Die Ära der „Volksparteien“ ist vorbei. Nach der SPD trifft es auch die CDU. Sie wird zwischen AfD und Grünen zerrieben.

In den letzten Jahrzehnten hat sich die deutsche Parteienlandschaft deutlich verändert. Die einstigen beiden „Volksparteien“ CDU und SPD sind nur noch ein Schatten ihrer selbst. Im Westen erwächst die grüne Konkurrenz, im Osten jene der AfD.

Das Konzept der „Allerweltsparteien“, die möglichst breite Wählerschichten ansprechen sollen, funktioniert nicht mehr. Vor allem auch deshalb, weil sich die Gesellschaft individualisiert. Immer mehr Menschen sind einzelne Kernthemen (Umwelt, Migration, Soziales usw.) wichtiger als „breitenwirksame Gesamtpakete“, bei denen Kompromisse eine große Rolle spielen.
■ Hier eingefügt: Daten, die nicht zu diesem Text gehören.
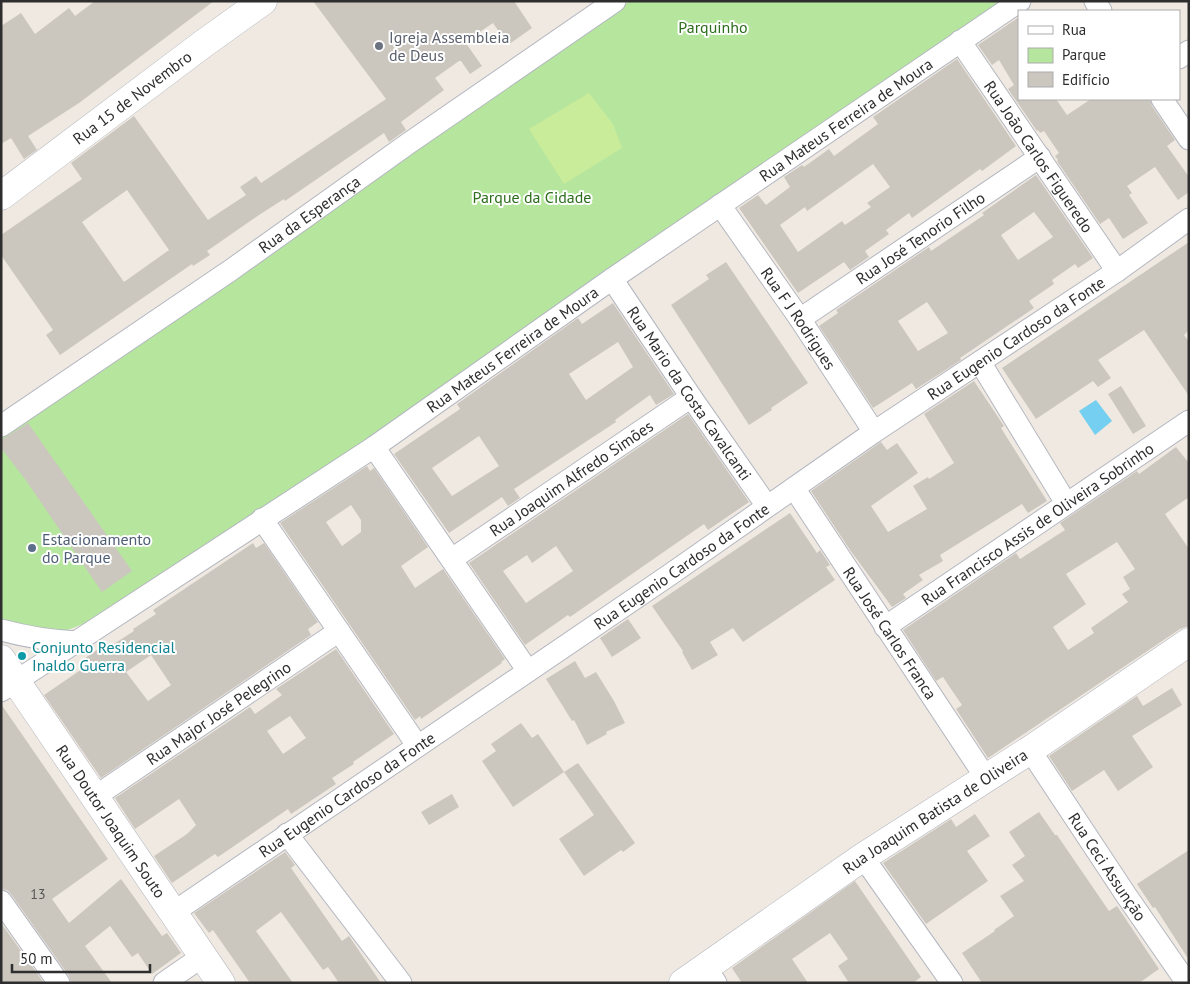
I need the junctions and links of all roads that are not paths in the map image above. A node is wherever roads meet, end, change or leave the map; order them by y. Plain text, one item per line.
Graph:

Für die CDU heißt dies aus (wert)konservativer Sicht: Einerseits in Umweltthemen „grüner“ zu werden, andererseits in Sachen Zuwanderung „blauer“. Dazu noch eine Fokussierung auf Wirtschaftsthemen. Auch wenn faktisch jeder weiß, dass die Union vor allem die Konzerne hofiert, während die kleinen und mittleren Unternehmen es weiterhin schwer haben.

Das heißt aber auch, dass die CDU – um überhaupt noch politisch überleben zu können – verstärkt auf Populismus setzen muss. Wie das funktionieren kann, zeigt die Kurz-ÖVP in Österreich. Während die Union in Deutschland die Wählerschaft abwertet und behauptet, die Menschen würden die Komplexität der Probleme nicht verstehen, zeigt die Volkspartei im Nachbarland, dass man durchaus Erfolg damit haben kann, wenn man sich jenen Problemen annimmt, welche die Menschen aktuell als wichtig erachten.

Schafft die CDU das nicht, ist es klar, wohin der Weg führt: auf bald schon unter 20 Prozent der Wählerstimmen. Gleichzzeitig entsteht ein enormes Potential dafür, dass neben den Grünen und der AfD noch eine weitere Partei/Bewegung aufsteigt.